In dieser technischen Vorstellung sind sich verschiedene Gruppierungen, die sich um die Demokratiefähigkeit der Republik auf ganz gegensätzliche Weise sorgen, vielleicht sogar einig. Der Streit geht eher darum, dass die einen mei-
nen, dass die Institutionen, die es heute in den sogenannten demokratischen Staaten gibt, diese Funktion eigentlich ganz gut erfüllen würden, wenn man sie nur machen lassen würde und wenn der Apparat nicht immer wieder durch Störenfriede, externe Kritiker und womöglich durch unlautere Einzelpersonen, die sich in den Mechanismus einschleichen, gestört würde, während die anderen meinen, dass der Apparat seine Funktion eben nicht erfüllt, weil er nicht das produziert, was gut fürs Volk ist, sondern die Interessen von Einzelgruppierungen, moralischen Eliten, ökonomisch Mächtigen oder von denen, die zum Apparat selbst gehören, befördert.

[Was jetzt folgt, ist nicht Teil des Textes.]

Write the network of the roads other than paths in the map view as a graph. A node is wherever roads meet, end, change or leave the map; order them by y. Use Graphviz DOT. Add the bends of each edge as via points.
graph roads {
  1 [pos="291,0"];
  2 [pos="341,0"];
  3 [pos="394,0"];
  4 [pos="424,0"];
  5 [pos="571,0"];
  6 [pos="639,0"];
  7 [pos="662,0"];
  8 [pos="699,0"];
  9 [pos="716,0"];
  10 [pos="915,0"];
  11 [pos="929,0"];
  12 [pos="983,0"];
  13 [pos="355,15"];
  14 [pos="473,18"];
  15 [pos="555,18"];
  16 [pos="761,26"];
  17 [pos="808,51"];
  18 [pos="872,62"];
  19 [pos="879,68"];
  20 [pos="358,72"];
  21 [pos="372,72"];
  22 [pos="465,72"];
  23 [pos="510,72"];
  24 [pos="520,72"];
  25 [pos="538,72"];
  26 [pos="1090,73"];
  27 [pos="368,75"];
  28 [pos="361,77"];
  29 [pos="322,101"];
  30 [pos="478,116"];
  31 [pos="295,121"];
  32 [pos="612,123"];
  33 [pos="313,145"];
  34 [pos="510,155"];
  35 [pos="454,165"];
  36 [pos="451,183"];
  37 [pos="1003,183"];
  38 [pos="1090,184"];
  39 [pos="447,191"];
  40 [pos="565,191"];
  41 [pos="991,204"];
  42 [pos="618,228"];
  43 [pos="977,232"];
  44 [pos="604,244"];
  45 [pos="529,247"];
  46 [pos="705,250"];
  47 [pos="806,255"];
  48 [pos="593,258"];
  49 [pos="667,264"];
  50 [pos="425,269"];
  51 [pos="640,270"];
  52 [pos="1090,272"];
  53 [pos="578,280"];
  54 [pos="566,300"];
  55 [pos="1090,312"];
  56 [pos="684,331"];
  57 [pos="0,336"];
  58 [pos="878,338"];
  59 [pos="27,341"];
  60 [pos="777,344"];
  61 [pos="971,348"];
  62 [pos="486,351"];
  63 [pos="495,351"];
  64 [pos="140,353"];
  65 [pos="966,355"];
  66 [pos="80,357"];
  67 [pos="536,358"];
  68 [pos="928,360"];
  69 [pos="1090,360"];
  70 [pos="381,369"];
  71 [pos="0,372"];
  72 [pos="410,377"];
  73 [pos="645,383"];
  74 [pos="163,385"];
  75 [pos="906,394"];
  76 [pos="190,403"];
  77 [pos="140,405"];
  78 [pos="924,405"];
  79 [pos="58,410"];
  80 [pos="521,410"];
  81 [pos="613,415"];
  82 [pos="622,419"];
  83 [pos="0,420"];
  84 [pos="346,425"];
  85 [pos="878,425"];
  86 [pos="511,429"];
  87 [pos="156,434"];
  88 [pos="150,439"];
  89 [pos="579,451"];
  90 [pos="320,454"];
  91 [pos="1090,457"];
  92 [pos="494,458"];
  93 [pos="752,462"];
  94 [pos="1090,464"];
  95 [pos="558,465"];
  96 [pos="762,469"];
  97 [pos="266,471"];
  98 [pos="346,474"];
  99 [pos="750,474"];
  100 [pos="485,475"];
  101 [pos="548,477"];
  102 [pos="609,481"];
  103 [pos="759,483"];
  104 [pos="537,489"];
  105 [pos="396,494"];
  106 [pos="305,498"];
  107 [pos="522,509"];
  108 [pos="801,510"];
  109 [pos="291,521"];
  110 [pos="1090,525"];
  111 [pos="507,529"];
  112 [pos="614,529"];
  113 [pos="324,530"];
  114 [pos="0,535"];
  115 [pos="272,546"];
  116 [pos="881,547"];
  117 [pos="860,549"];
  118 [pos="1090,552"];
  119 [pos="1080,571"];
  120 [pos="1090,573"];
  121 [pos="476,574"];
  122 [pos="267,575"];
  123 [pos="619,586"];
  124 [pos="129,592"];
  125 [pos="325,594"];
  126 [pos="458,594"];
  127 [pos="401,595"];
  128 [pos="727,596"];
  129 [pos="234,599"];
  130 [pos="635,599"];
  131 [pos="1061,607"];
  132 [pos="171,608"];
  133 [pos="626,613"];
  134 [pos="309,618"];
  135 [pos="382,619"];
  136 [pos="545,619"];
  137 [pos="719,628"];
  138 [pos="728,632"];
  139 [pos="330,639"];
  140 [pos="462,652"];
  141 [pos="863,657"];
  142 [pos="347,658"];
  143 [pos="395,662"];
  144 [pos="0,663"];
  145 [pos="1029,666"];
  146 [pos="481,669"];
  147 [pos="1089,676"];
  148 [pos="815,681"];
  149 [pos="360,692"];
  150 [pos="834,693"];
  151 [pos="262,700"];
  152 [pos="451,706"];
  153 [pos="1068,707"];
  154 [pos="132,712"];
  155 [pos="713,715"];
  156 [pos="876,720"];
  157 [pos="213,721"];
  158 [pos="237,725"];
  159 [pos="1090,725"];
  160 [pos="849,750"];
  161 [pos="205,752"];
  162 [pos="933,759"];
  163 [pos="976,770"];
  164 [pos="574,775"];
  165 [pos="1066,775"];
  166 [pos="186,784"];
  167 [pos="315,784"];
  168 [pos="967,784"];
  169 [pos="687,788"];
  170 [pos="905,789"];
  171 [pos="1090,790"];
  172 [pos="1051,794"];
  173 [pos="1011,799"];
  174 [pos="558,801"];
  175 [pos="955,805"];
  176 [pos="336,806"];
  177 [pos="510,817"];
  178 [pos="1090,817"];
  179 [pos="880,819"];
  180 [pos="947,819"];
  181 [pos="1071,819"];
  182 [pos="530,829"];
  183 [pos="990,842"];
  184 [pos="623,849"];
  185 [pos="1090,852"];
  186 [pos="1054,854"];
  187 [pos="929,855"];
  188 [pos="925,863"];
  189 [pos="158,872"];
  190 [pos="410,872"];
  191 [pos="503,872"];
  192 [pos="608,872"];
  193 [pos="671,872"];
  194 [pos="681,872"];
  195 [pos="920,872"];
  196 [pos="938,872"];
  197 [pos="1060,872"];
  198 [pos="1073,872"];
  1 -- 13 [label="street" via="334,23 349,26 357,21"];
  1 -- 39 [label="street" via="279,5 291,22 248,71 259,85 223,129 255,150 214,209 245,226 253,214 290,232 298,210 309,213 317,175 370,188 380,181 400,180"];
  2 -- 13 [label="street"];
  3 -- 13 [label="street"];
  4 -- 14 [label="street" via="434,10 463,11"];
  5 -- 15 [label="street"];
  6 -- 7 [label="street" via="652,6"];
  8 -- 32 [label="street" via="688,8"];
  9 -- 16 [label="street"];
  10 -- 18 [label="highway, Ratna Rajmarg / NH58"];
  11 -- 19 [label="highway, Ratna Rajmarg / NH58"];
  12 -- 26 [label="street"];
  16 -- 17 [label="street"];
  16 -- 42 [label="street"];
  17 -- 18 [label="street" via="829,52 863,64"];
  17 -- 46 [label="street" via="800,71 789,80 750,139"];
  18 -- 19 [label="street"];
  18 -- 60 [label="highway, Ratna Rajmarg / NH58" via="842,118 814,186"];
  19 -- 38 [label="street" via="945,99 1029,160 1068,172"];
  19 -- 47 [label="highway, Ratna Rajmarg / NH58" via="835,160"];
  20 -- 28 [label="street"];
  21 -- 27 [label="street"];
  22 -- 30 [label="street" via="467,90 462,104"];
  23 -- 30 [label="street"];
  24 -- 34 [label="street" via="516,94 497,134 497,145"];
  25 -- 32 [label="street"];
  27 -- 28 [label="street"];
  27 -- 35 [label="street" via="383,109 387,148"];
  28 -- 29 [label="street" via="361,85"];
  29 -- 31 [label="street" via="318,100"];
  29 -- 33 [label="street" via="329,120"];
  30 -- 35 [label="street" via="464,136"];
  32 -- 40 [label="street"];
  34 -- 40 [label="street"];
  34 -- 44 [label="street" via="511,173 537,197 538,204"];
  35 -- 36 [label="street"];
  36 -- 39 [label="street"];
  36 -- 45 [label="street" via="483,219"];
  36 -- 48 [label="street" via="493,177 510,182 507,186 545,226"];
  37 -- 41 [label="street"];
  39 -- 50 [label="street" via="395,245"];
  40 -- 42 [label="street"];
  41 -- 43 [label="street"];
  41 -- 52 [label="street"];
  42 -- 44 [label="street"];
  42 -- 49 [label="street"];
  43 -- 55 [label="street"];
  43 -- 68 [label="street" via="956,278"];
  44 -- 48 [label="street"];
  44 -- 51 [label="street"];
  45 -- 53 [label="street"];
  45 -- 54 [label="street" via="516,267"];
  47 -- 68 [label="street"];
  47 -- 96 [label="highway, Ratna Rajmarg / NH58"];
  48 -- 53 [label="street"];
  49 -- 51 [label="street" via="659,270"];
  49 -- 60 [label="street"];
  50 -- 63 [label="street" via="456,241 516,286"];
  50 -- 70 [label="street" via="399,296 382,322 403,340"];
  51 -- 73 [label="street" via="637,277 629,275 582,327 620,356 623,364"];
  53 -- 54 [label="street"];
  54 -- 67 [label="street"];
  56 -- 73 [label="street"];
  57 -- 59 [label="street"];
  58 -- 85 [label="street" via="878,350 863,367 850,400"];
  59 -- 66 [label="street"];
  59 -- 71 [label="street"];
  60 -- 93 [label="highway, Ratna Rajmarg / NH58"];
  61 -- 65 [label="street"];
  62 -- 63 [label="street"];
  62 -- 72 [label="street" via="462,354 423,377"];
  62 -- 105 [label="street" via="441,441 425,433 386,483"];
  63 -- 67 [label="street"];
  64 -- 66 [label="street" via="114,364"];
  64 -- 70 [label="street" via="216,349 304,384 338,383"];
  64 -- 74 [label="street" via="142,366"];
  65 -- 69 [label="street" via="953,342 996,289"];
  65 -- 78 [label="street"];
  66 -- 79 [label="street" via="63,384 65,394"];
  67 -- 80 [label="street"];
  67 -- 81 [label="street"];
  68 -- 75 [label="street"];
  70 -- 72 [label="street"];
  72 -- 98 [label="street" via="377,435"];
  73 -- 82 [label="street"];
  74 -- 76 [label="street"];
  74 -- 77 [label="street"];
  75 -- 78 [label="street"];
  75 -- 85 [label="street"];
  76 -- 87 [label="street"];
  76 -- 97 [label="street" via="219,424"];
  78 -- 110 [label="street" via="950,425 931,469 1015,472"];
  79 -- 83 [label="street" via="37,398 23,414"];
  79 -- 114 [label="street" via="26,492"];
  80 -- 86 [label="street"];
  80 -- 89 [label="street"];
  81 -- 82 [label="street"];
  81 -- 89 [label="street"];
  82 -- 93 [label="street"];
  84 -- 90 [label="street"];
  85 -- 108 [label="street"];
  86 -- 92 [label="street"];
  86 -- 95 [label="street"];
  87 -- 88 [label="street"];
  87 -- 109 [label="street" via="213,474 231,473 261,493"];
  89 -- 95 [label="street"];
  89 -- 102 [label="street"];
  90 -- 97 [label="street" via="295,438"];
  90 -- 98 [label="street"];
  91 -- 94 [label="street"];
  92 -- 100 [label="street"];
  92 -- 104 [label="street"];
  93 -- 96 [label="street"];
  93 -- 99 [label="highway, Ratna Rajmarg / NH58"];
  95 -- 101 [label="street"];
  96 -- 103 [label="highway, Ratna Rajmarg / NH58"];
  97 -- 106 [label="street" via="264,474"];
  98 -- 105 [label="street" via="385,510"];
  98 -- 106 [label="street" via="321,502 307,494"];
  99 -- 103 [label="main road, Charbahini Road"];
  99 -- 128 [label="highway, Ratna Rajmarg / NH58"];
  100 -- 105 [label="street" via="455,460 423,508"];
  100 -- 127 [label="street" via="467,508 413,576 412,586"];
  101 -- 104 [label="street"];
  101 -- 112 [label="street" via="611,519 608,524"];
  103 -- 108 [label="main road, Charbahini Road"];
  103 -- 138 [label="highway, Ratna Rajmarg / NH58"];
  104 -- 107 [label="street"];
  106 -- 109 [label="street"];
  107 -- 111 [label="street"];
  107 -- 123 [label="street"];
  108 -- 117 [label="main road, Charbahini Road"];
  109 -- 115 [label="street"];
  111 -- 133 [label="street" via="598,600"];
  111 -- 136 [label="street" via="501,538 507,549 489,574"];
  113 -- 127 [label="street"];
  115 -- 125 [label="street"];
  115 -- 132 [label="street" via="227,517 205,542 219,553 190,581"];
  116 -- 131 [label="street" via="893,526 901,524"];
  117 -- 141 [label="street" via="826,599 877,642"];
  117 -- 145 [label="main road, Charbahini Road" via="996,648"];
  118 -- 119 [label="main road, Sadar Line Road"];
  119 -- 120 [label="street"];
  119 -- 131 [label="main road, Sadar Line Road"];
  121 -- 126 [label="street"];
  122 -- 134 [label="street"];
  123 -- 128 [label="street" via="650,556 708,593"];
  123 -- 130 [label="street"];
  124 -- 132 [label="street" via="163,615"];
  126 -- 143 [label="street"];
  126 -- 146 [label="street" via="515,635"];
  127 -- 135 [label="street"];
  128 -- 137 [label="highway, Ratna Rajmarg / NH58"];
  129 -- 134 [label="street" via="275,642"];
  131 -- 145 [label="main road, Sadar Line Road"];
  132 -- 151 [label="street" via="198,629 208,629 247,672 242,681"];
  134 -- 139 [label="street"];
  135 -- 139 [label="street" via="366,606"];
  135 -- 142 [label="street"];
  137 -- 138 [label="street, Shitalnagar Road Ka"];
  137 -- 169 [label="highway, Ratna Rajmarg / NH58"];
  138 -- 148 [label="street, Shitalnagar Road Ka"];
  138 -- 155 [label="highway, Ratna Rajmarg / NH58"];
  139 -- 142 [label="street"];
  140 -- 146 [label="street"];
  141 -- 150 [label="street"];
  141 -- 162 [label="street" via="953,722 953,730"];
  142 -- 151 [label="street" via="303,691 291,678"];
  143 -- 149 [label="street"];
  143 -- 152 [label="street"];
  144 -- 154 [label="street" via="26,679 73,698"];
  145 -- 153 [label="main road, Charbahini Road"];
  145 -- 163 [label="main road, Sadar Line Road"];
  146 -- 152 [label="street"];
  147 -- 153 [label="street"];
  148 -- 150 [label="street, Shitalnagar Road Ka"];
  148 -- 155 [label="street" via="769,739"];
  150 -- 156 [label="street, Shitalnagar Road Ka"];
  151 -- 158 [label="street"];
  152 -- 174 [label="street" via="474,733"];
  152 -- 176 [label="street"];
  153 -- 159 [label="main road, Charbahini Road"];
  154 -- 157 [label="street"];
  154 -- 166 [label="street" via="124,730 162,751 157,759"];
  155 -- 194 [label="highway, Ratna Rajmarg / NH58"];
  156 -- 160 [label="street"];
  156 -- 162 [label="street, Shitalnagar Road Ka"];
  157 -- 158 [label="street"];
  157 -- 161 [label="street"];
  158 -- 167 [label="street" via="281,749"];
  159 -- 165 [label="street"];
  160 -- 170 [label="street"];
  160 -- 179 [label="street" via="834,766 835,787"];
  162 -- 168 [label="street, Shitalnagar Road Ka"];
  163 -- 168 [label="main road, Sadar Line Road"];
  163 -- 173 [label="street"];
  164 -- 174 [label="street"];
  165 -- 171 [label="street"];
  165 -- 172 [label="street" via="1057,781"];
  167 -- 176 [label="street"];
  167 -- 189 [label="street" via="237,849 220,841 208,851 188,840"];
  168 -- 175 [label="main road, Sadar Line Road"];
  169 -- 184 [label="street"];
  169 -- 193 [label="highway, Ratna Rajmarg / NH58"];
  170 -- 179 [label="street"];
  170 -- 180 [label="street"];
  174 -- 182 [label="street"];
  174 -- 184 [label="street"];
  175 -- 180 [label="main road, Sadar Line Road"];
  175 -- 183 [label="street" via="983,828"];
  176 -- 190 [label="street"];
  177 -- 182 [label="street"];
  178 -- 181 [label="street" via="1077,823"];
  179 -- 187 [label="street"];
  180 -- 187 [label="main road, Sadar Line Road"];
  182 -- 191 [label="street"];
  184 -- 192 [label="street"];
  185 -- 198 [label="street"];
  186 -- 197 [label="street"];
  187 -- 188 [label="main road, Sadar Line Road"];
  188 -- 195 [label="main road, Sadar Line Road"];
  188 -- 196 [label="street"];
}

Der Mythos von der Demokratie in der Antike
Als Fluchtpunkt aller Vorstellungen, die sich auf die Demokratie berufen, dient ein Mythos, nämlich der von der Gesellschaft, in der dieses Wort entstanden ist, dem sogenannten alten Griechenland, in dem die Volksherrschaft als eines der politischen Modelle der Machtorganisation und Entscheidungsfindung in Stadtstaaten bestimmt wurde. In diesem Mythos sind alle freien Bürger der Stadt vollkommen gleichberechtigt an der Entscheidungsfindung in allen politischen Fragen beteiligt, sie kommen öffentlich zusammen, diskutieren, beratschlagen und entscheiden gleichberechtigt und gemeinsam.